The current controller sampling time

The speed controller sampling time has to be a multiple of the current sampling time. The latter sampling time has to be a multiple of the simulation time step.

**Output bus mode**Select how the output variables are organized. If you select

`Multiple output buses`

, the block has three separate output buses for motor, converter, and controller variables. If you select`Single output bus`

, all variables output on a single bus.**Model detail level**Select between the detailed and the average-value inverter. Default is

`Detailed`

.**Mechanical input**Select between the load torque, the motor speed and the mechanical rotational port as mechanical input. Default is

`Torque Tm`

.If you select and apply a load torque, the output is the motor speed according to the following differential equation that describes the mechanical system dynamics:

$${T}_{e}=J\frac{d}{dt}{\omega}_{r}+F{\omega}_{r}+{T}_{m}$$

This mechanical system is included in the motor model.

If you select the motor speed as mechanical input, then you get the electromagnetic torque as output, allowing you to represent externally the mechanical system dynamics. The internal mechanical system is not used with this mechanical input selection and the inertia and viscous friction parameters are not displayed.

For the mechanical rotational port, the connection port S counts for the mechanical input and output. It allows a direct connection to the Simscape environment. The mechanical system of the motor is also included in the drive and is based on the same differential equation.

**Use signal names as labels**When you select this check box, the

`Motor`

,`Conv`

, and`Ctrl`

measurement outputs use the signal names to identify the bus labels. Select this option for applications that require bus signal labels to have only alphanumeric characters.When this check box is cleared (default), the measurement output uses the signal definition to identify the bus labels. The labels contain nonalphanumeric characters that are incompatible with some Simulink

^{®}applications.

The **DC Machine** tab displays the parameters of the DC
Machine block of the Fundamental Blocks (powerlib) library.
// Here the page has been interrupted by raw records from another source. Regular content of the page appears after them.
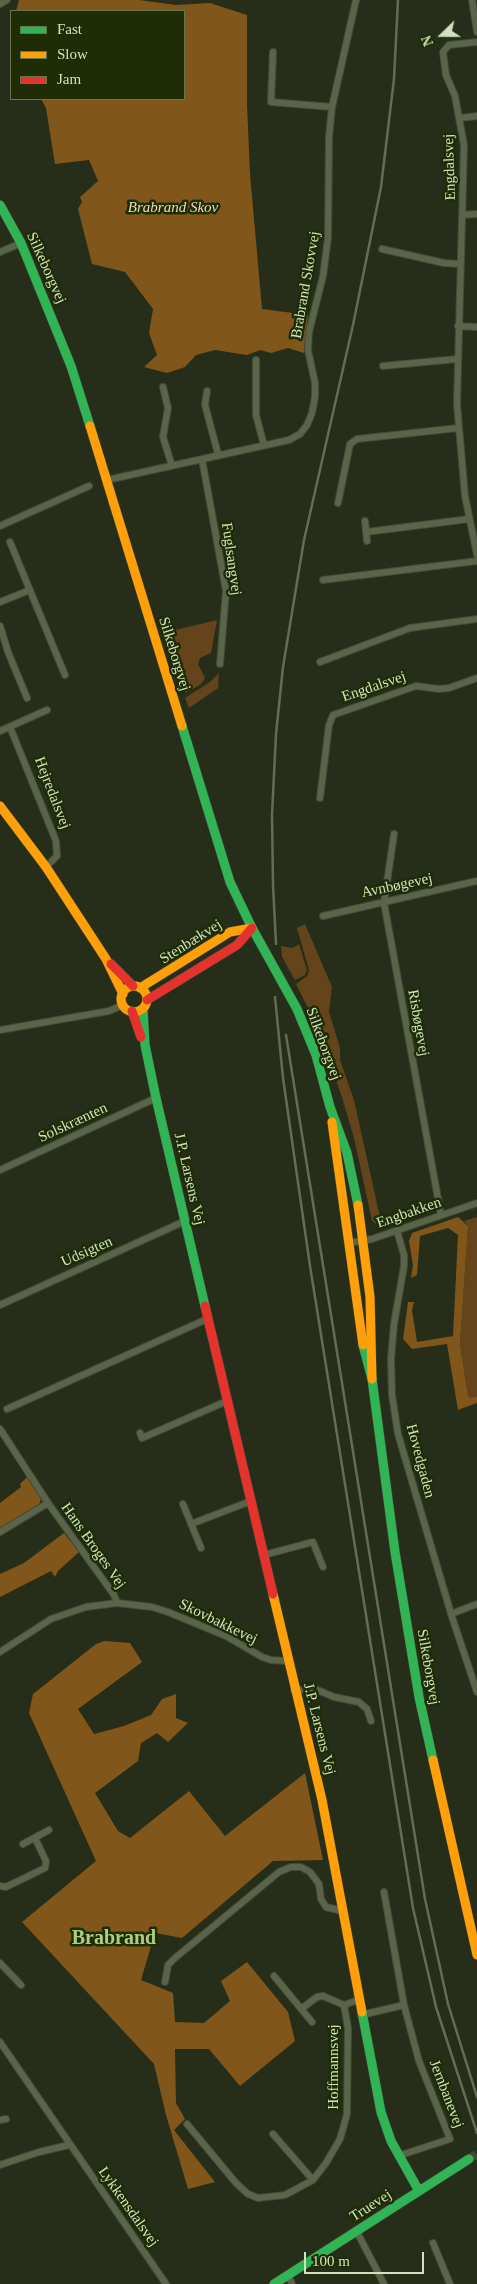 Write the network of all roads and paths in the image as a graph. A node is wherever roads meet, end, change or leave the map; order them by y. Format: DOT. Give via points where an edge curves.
graph roads {
  1 [pos="7,0"];
  2 [pos="356,0"];
  3 [pos="472,0"];
  4 [pos="0,4"];
  5 [pos="477,32"];
  6 [pos="477,42"];
  7 [pos="273,52"];
  8 [pos="332,107"];
  9 [pos="477,116"];
  10 [pos="460,118"];
  11 [pos="0,205"];
  12 [pos="477,214"];
  13 [pos="463,215"];
  14 [pos="21,243"];
  15 [pos="382,250"];
  16 [pos="0,252"];
  17 [pos="460,264"];
  18 [pos="458,326"];
  19 [pos="477,327"];
  20 [pos="457,359"];
  21 [pos="256,360"];
  22 [pos="383,366"];
  23 [pos="163,386"];
  24 [pos="208,391"];
  25 [pos="458,428"];
  26 [pos="264,445"];
  27 [pos="218,454"];
  28 [pos="202,459"];
  29 [pos="172,466"];
  30 [pos="107,480"];
  31 [pos="89,486"];
  32 [pos="338,503"];
  33 [pos="469,519"];
  34 [pos="365,521"];
  35 [pos="0,526"];
  36 [pos="366,532"];
  37 [pos="367,541"];
  38 [pos="10,542"];
  39 [pos="477,555"];
  40 [pos="477,561"];
  41 [pos="323,580"];
  42 [pos="30,590"];
  43 [pos="0,602"];
  44 [pos="477,619"];
  45 [pos="0,626"];
  46 [pos="320,662"];
  47 [pos="220,664"];
  48 [pos="65,675"];
  49 [pos="477,678"];
  50 [pos="27,698"];
  51 [pos="47,710"];
  52 [pos="10,727"];
  53 [pos="0,731"];
  54 [pos="320,798"];
  55 [pos="0,806"];
  56 [pos="394,834"];
  57 [pos="46,867"];
  58 [pos="477,881"];
  59 [pos="384,903"];
  60 [pos="323,916"];
  61 [pos="252,928"];
  62 [pos="106,959"];
  63 [pos="136,987"];
  64 [pos="123,994"];
  65 [pos="147,1000"];
  66 [pos="123,1005"];
  67 [pos="143,1009"];
  68 [pos="132,1011"];
  69 [pos="0,1030"];
  70 [pos="145,1045"];
  71 [pos="156,1098"];
  72 [pos="330,1106"];
  73 [pos="0,1170"];
  74 [pos="477,1203"];
  75 [pos="441,1215"];
  76 [pos="185,1221"];
  77 [pos="397,1231"];
  78 [pos="364,1241"];
  79 [pos="349,1243"];
  80 [pos="0,1305"];
  81 [pos="207,1319"];
  82 [pos="372,1379"];
  83 [pos="227,1401"];
  84 [pos="7,1409"];
  85 [pos="0,1429"];
  86 [pos="140,1433"];
  87 [pos="251,1501"];
  88 [pos="48,1503"];
  89 [pos="182,1504"];
  90 [pos="191,1524"];
  91 [pos="0,1532"];
  92 [pos="201,1548"];
  93 [pos="264,1555"];
  94 [pos="324,1567"];
  95 [pos="117,1603"];
  96 [pos="477,1604"];
  97 [pos="451,1614"];
  98 [pos="0,1652"];
  99 [pos="287,1661"];
  100 [pos="474,1672"];
  101 [pos="294,1690"];
  102 [pos="477,1692"];
  103 [pos="371,1721"];
  104 [pos="49,1830"];
  105 [pos="35,1838"];
  106 [pos="23,1844"];
  107 [pos="0,1886"];
  108 [pos="384,1892"];
  109 [pos="342,1911"];
  110 [pos="477,1955"];
  111 [pos="0,1963"];
  112 [pos="274,1976"];
  113 [pos="165,1982"];
  114 [pos="21,1985"];
  115 [pos="358,2000"];
  116 [pos="344,2005"];
  117 [pos="404,2005"];
  118 [pos="301,2009"];
  119 [pos="361,2015"];
  120 [pos="312,2022"];
  121 [pos="0,2042"];
  122 [pos="187,2124"];
  123 [pos="273,2134"];
  124 [pos="69,2145"];
  125 [pos="398,2156"];
  126 [pos="469,2159"];
  127 [pos="0,2166"];
  128 [pos="313,2180"];
  129 [pos="419,2191"];
  130 [pos="357,2232"];
  131 [pos="433,2243"];
  132 [pos="288,2275"];
  133 [pos="449,2282"];
  134 [pos="166,2284"];
  135 [pos="274,2284"];
  136 [pos="292,2284"];
  137 [pos="384,2284"];
  138 [pos="442,2284"];
  1 -- 4 [label="street"];
  2 -- 8 [label="street, Brabrand Skovvej"];
  3 -- 5 [label="street"];
  6 -- 10 [label="street, Engdalsvej" via="449,45 443,52 446,75"];
  7 -- 8 [label="street" via="271,102"];
  8 -- 26 [label="street, Brabrand Skovvej" via="328,238 323,276 309,332 308,350 315,382 312,413 300,434 289,440"];
  9 -- 10 [label="street, Engdalsvej"];
  10 -- 13 [label="street, Engdalsvej" via="464,163"];
  11 -- 14 [label="main road, Silkeborgvej"];
  12 -- 13 [label="street, Engdalsvej"];
  13 -- 17 [label="street, Engdalsvej"];
  14 -- 16 [label="street"];
  14 -- 30 [label="main road, Silkeborgvej" via="71,366"];
  15 -- 17 [label="street"];
  17 -- 18 [label="street, Engdalsvej"];
  18 -- 19 [label="street"];
  18 -- 20 [label="street, Engdalsvej"];
  20 -- 22 [label="street"];
  20 -- 25 [label="street, Engdalsvej"];
  21 -- 26 [label="street" via="256,415"];
  23 -- 29 [label="street" via="168,408 163,437"];
  24 -- 27 [label="street" via="206,405"];
  25 -- 32 [label="street" via="357,439 350,444"];
  25 -- 33 [label="street, Engdalsvej"];
  26 -- 27 [label="street"];
  27 -- 28 [label="street"];
  28 -- 29 [label="street"];
  28 -- 47 [label="street, Fuglsangvej" via="225,585"];
  29 -- 30 [label="street"];
  30 -- 61 [label="main road, Silkeborgvej" via="220,852"];
  31 -- 35 [label="street"];
  33 -- 36 [label="street"];
  33 -- 39 [label="street, Engdalsvej"];
  34 -- 36 [label="street"];
  36 -- 37 [label="street"];
  38 -- 42 [label="street"];
  40 -- 41 [label="street"];
  42 -- 43 [label="street"];
  42 -- 48 [label="street"];
  44 -- 46 [label="street" via="410,628"];
  45 -- 50 [label="street"];
  49 -- 54 [label="street, Engdalsvej" via="448,688 416,686 333,715 328,725"];
  51 -- 52 [label="street"];
  52 -- 53 [label="street"];
  52 -- 57 [label="street, Hejredalsvej" via="56,841 57,856"];
  55 -- 57 [label="main road"];
  56 -- 59 [label="street, Risbøgevej"];
  57 -- 62 [label="main road"];
  58 -- 59 [label="street, Avnbøgevej"];
  59 -- 60 [label="street, Avnbøgevej"];
  59 -- 75 [label="street, Risbøgevej"];
  61 -- 63 [label="main road, Stenbækvej" via="230,932 151,983"];
  61 -- 65 [label="main road, Stenbækvej" via="237,945"];
  61 -- 72 [label="main road, Silkeborgvej" via="308,1035"];
  62 -- 63 [label="main road"];
  62 -- 64 [label="main road"];
  63 -- 64 [label="main road" via="127,989"];
  63 -- 65 [label="main road" via="146,994"];
  64 -- 66 [label="main road"];
  65 -- 67 [label="main road"];
  66 -- 68 [label="main road"];
  66 -- 69 [label="street" via="109,1012"];
  67 -- 68 [label="main road"];
  67 -- 70 [label="main road, J.P. Larsens Vej"];
  68 -- 70 [label="main road, J.P. Larsens Vej"];
  70 -- 71 [label="main road, J.P. Larsens Vej"];
  71 -- 73 [label="street, Solskrænten"];
  71 -- 76 [label="main road, J.P. Larsens Vej"];
  72 -- 78 [label="main road, Silkeborgvej" via="347,1153"];
  72 -- 79 [label="main road, Silkeborgvej"];
  74 -- 75 [label="street, Engbakken"];
  75 -- 77 [label="street, Engbakken"];
  76 -- 80 [label="street, Udsigten"];
  76 -- 81 [label="main road, J.P. Larsens Vej"];
  77 -- 78 [label="street, Engbakken"];
  77 -- 97 [label="street, Hovedgaden" via="404,1266 394,1324 391,1386 398,1434"];
  78 -- 79 [label="street, Engbakken"];
  78 -- 82 [label="main road, Silkeborgvej" via="370,1297"];
  79 -- 82 [label="main road, Silkeborgvej" via="362,1339"];
  81 -- 83 [label="main road, J.P. Larsens Vej"];
  81 -- 84 [label="street"];
  82 -- 110 [label="main road, Silkeborgvej" via="395,1552 419,1697"];
  83 -- 86 [label="street" via="142,1438"];
  83 -- 87 [label="main road, J.P. Larsens Vej"];
  85 -- 88 [label="street, Hans Broges Vej"];
  87 -- 90 [label="street"];
  87 -- 93 [label="main road, J.P. Larsens Vej"];
  88 -- 91 [label="street, Hans Broges Vej"];
  88 -- 95 [label="street, Hans Broges Vej"];
  89 -- 90 [label="street"];
  90 -- 92 [label="street"];
  93 -- 94 [label="street" via="312,1542"];
  93 -- 99 [label="main road, J.P. Larsens Vej"];
  95 -- 98 [label="street, Skovbakkevej" via="86,1607 57,1617"];
  95 -- 99 [label="street, Skovbakkevej" via="168,1612 226,1636 262,1657"];
  96 -- 97 [label="street"];
  97 -- 100 [label="street, Hovedgaden"];
  99 -- 101 [label="main road, J.P. Larsens Vej"];
  100 -- 102 [label="street, Hovedgaden"];
  101 -- 103 [label="street" via="314,1688 334,1697 359,1702 367,1709"];
  101 -- 109 [label="main road, J.P. Larsens Vej" via="322,1800"];
  104 -- 105 [label="street"];
  105 -- 106 [label="street"];
  105 -- 107 [label="street" via="46,1861 45,1868 6,1887"];
  108 -- 117 [label="street, Jernbanevej"];
  109 -- 113 [label="street" via="326,1907 319,1884 310,1872 291,1867 279,1872 175,1958 168,1965"];
  109 -- 115 [label="main road, J.P. Larsens Vej"];
  111 -- 114 [label="street"];
  112 -- 118 [label="street, Hoffmannsvej"];
  115 -- 116 [label="street, Hoffmannsvej"];
  115 -- 119 [label="main road, J.P. Larsens Vej"];
  116 -- 118 [label="street, Hoffmannsvej" via="323,1996"];
  116 -- 128 [label="street, Hoffmannsvej" via="348,2028 347,2114 340,2139"];
  117 -- 119 [label="street"];
  117 -- 125 [label="street, Jernbanevej" via="421,2067 450,2139"];
  118 -- 120 [label="street, Hoffmannsvej"];
  119 -- 125 [label="main road, J.P. Larsens Vej" via="381,2112"];
  121 -- 124 [label="street, Lykkensdalsvej"];
  122 -- 128 [label="street, Hoffmannsvej" via="248,2194 258,2198 285,2195"];
  123 -- 128 [label="street"];
  124 -- 127 [label="street"];
  124 -- 134 [label="street, Lykkensdalsvej"];
  125 -- 129 [label="main road, J.P. Larsens Vej"];
  126 -- 129 [label="main road, Truevej"];
  129 -- 130 [label="main road, Truevej"];
  130 -- 132 [label="main road, Truevej"];
  130 -- 137 [label="street"];
  131 -- 133 [label="street"];
  132 -- 135 [label="main road, Truevej"];
  132 -- 136 [label="street"];
  133 -- 138 [label="street"];
}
**Smoothing inductance**The smoothing inductance value (H). Default is

`10e-3`

.**Field DC source**The DC motor field voltage value (V). Default is

`150`

.

The **IGBT/Diode device** section of the **Converter**
tab displays the parameters of the Universal Bridge block of the Fundamental
Blocks (powerlib) library. For more information on the Universal Bridge block
parameters, refer to the Universal Bridge reference
page.

**Regulation type**This pop-up menu allows you to choose between speed and torque regulation. Default is

`Speed regulation`

.**Schematic**When you click this button, a diagram illustrating the speed and current controllers schematics appears.
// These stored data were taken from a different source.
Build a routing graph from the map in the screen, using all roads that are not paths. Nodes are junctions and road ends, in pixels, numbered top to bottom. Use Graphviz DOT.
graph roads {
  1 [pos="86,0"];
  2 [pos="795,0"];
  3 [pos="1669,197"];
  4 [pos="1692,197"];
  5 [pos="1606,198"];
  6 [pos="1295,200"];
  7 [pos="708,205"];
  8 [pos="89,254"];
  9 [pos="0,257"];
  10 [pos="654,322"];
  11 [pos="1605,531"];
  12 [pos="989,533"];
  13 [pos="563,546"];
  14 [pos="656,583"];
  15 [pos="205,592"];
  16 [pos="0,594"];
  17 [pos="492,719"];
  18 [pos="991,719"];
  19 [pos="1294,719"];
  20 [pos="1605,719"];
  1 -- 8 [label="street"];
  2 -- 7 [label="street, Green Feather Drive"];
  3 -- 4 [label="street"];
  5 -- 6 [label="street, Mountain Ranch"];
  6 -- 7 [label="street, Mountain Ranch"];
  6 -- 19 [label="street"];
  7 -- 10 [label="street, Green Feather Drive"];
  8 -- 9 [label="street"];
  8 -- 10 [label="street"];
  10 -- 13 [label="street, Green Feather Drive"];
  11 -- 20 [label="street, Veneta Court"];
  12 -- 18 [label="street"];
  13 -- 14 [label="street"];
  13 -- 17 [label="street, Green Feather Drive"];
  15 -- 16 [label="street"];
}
**Nominal speed**The nominal speed value of the DC motor (rpm). This value is used to convert motor speed from rpm to pu (per unit). Default is

`1750`

.**Initial speed reference**The initial speed reference value (rpm). This value allows the user to start a simulation with a speed reference other than 0 rpm. Default is

`0`

.**Low-pass filter cutoff frequency**Cutoff frequency of the low-pass filter used to filter the motor speed measurement (Hz). Default is

`40`

.**Sampling time**The speed controller sampling time (s). This sampling time has to be a multiple of the current controller sampling time and of the simulation time step. Default is

`100e-6`

.**Proportional gain**The proportional gain of the PI speed controller. Default is

`10`

.**Integral gain**The integral gain of the PI speed controller. Default is

`50`

.**Acceleration**The maximum change of speed allowed during motor acceleration (rpm/s). Too great a value can cause armature over-current. Default is

`1000`

.**Deceleration**The maximum change of speed allowed during motor deceleration (rpm/s). Too great a value can cause armature over-current. Default is

`-1000`

.

**Low-pass filter cutoff frequency**Cutoff frequency of the low-pass filter used to filter the armature current measurement (Hz). Default is

`500`

.**Reference limit**Symmetrical current reference (pu) limit around 0 pu. 1.5 pu is a common value. Keep in mind that the lower limit is automatically reduced for low speeds (see speed controller description). Default is

`1.5`

.**PWM switching frequency**The switching frequency of the two IGBT devices (Hz). Default is

`5e3`

.**Sampling time**The current controller sampling time (s). This sampling time has to be a submultiple of the speed controller sampling time and a multiple of the simulation time step. Default is

`20e-6`

.**Power and Voltage nominal values**The DC motor nominal power (W) and voltage (V) values. These values are used to convert armature current from amperes to pu (per unit). Default for

**Power**is`200*746`

. Default for**Voltage**is`440`

.**Proportional gain**The proportional gain of the PI current controller. Default is

`2`

.**Integral gain**The integral gain of the PI current controller. Default is

`200`

.

`SP`

The speed or torque set point. The speed set point can be a step function, but the speed change rate will follow the acceleration / deceleration ramps. If the load torque and the speed have opposite signs, the accelerating torque will be the sum of the electromagnetic and load torques.

`Tm`

or`Wm`

The mechanical input: load torque (Tm) or motor speed (Wm). For the mechanical rotational port (S), this input is deleted.

`Vcc, Gnd`

The DC voltage source electric connections. The voltage must be adequate for the motor size.

`Wm`

,`Te`

or`S`

The mechanical output: motor speed (Wm), electromagnetic torque (Te) or mechanical rotational port (S).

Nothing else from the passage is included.